Answer Part 1 - Inference Questions
For inference questions, remember that the right answer is something that you can prove based on the passage, right?
So, think about it this way: If you have four or five lines' worth of passage, how likely is it that in those few lines you'll be able to prove that "Most successful entrepreneurs have engaged in and enjoyed carnal relations with root vegetables"? Not likely at all, right? I mean, to prove it, you'd have to know how many successful entrepreneurs there are in the world, plus how many of them have engaged in the disgusting relationships indicated here. And if a passage had told you that much information, it would be too easy to answer.
Instead, you're much more likely to prove that "At least some successful entrepreneurs have engaged in and enjoyed carnal relations with root vegetables." To so prove, you don't need to know how many successful entrepreneurs there are in the world, and you don't need to know how many of that aggregate have filthy, filthy habits. You'd only need one example in order to prove that "some" enjoy those relations.
What I'm saying is this:
When you've got it down to two choices in an Inference question, choose the one with smaller, softer language every time. Generally, you'll eschew words like most, usually, all, never, and only, in favor of words like some, sometimes, not all, and not always.

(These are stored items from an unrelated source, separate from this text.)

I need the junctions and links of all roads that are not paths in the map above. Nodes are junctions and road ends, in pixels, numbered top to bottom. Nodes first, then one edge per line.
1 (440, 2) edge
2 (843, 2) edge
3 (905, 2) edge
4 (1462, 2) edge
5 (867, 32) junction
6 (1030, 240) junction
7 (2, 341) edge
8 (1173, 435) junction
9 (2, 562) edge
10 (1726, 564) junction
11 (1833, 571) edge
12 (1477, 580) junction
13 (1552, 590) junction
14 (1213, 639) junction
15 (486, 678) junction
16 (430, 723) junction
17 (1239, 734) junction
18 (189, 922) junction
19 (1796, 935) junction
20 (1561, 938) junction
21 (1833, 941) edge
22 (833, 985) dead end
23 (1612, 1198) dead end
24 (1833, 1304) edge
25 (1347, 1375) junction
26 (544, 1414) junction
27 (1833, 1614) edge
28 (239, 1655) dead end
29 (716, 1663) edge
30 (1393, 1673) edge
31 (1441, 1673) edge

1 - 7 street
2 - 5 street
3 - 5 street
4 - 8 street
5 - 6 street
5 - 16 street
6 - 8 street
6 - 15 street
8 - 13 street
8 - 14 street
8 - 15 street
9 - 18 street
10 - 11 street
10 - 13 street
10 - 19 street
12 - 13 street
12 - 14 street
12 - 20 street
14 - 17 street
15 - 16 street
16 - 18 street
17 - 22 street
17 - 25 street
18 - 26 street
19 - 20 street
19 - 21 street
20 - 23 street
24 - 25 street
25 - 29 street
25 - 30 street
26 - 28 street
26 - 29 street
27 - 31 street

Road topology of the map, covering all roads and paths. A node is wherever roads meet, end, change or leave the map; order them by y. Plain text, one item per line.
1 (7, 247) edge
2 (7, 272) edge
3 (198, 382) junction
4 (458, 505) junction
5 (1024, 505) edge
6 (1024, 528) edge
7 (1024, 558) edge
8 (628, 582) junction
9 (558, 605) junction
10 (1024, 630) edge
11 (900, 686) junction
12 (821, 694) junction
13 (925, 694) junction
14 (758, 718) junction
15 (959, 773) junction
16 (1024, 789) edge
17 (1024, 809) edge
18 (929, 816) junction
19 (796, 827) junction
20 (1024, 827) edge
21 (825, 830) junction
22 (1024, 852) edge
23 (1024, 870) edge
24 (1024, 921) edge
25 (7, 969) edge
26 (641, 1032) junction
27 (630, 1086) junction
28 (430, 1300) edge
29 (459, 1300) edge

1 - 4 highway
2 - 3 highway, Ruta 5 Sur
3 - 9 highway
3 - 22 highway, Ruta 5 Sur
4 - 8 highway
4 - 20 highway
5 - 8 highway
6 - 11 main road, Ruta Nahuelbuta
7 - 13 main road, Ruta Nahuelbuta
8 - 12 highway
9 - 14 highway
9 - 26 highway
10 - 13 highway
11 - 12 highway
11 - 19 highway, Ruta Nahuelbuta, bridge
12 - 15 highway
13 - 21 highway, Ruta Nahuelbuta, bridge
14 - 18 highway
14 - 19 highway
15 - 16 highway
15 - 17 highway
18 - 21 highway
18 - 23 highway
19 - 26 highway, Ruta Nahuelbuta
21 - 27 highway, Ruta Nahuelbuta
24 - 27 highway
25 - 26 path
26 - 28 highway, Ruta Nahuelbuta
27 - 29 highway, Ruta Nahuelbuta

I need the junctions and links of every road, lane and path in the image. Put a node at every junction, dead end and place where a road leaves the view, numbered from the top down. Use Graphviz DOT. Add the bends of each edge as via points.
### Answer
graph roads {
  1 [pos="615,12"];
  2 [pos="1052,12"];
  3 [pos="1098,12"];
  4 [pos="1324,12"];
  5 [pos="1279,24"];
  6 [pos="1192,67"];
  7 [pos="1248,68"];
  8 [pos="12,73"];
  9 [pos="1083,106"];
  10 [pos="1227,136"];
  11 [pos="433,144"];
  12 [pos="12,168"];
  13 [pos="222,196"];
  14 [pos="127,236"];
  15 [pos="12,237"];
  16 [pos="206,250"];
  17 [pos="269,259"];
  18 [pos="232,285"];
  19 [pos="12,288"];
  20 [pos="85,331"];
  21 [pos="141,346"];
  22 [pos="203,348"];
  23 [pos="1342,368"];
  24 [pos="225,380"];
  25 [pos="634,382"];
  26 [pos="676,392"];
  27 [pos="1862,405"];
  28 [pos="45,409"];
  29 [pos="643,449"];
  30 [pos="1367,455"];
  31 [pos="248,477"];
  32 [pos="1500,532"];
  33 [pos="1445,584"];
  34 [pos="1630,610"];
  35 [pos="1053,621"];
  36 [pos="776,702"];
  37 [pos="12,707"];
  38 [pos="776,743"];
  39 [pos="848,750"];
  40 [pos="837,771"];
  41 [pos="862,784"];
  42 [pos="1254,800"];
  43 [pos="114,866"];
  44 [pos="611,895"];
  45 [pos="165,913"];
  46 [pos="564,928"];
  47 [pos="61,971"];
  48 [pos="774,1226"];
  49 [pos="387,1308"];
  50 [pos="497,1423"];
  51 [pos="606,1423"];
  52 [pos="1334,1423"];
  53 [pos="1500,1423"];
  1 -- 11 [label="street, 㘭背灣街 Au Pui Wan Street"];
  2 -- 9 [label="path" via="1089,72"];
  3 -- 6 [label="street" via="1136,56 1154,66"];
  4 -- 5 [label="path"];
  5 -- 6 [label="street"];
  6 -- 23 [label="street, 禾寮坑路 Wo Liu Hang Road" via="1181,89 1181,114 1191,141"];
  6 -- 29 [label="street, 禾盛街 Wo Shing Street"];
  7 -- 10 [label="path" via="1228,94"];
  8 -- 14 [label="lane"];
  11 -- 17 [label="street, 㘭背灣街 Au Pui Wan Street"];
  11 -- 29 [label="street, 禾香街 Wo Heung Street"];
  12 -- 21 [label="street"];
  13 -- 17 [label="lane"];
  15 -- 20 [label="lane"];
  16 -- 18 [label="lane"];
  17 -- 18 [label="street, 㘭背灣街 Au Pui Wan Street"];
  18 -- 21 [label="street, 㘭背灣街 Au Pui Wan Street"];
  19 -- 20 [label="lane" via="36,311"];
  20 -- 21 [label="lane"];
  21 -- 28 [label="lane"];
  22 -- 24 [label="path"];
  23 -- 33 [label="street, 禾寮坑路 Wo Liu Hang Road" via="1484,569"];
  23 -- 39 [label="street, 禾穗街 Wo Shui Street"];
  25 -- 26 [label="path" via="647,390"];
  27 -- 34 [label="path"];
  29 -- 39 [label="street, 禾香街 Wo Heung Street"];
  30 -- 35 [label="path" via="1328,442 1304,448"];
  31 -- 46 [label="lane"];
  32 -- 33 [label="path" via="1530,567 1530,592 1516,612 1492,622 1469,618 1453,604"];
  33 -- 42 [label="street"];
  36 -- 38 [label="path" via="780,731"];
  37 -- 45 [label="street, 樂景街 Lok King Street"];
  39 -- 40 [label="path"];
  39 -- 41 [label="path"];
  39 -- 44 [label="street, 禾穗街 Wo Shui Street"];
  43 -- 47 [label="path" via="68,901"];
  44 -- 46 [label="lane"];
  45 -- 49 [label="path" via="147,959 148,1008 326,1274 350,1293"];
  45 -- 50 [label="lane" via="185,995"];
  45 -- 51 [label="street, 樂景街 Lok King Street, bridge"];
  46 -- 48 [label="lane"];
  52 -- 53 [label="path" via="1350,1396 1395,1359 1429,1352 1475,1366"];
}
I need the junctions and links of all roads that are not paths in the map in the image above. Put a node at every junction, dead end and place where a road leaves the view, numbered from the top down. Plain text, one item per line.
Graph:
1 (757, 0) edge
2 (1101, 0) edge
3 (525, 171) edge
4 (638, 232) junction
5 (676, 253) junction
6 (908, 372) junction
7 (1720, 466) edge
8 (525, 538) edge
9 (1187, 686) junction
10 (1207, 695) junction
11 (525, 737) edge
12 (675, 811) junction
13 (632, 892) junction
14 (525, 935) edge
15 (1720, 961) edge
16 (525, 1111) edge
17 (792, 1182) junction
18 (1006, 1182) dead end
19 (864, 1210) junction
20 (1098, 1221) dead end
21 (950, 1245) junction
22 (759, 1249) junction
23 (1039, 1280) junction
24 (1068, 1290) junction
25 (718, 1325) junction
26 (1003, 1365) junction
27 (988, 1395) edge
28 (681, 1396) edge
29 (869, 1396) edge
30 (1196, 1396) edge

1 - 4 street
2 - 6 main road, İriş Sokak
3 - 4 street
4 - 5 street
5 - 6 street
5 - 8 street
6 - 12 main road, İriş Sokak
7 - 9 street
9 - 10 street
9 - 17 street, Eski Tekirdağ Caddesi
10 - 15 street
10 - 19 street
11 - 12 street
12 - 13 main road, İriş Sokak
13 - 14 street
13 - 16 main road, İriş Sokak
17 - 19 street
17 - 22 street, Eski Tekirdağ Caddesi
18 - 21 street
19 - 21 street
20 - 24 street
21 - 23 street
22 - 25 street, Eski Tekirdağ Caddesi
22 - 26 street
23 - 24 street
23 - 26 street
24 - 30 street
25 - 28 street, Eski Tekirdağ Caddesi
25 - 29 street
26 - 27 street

Answer Part 2 - Sufficient Assumption Questions
These questions demand of you that you provide an answer that, if true, would be sufficient to prove that the argument's conclusion is true. And proof? That means that it's impossible for that conclusion to be false.
That's a really big job. How do you do that?
I mean, how do you prove, in a sentence, that some claim is true? It would take some heavy-duty information to do that, right?
So, expect that the right answer to a Sufficient Assumption question will be big. Expect it to employ what I call Load-Bearing language (the kind of language that can bear the burden of proof).
Words like all and always and never and every and only. Also superlatives - words like best and first and smartest and weakest and surest.
When choosing between two answer choices for a Sufficient Assumption question, choose the more-aggressively worded choice.
Answer Part 3 - In which we switch gears, to talk Reading Comprehension
In the RC, every question asks you what is supported "according to the passage," right? That means, of course, that the right answer to every question in the RC can be found within the passage that's on the page next to you. It tells us that the answer is available in print. That's something - it means that if we look efficiently enough, we can be guaranteed of finding the correct answer. I love RC because it's like an Easter-egg hunt in this way. The answers are all right there, just waiting to be uncovered. It's so great! So, that's one thing.
What it also says for us, that we may overlook, is that all RC questions are Inference questions. Every one asks us - explicitly or in essence - what we can prove on the basis of the passage. This means that the answers to all RC questions are Inference answers - the right answer choice, then, will tend very strongly to be small.
So, for all RC questions, when choosing between two answer choices, choose the smaller of the two. Exactly the way we talked about Inference questions in Part 1.
One other thing:
Imagine two answer choices, when you've been asked for the author's attitude. (A) says "scornful" and (D) says "critical." I can tell you right now, without any passage to reference, that the correct answer between those two has to be (D). I don't need any evidence at all in order to be positive in my choice.
Here's why: if an author is "scornful," then she must also be "critical." It isn't possible to express scorn without the element of criticism. So it isn't possible for "scornful" to be correct in this instance - if (A) were true, then (D) would also have to be true. And it's not possible to have two correct answers. On the other hand, it's entirely possible to be critical of someone without being scornful of her. There's no reason that (D) can't be true without needing (A).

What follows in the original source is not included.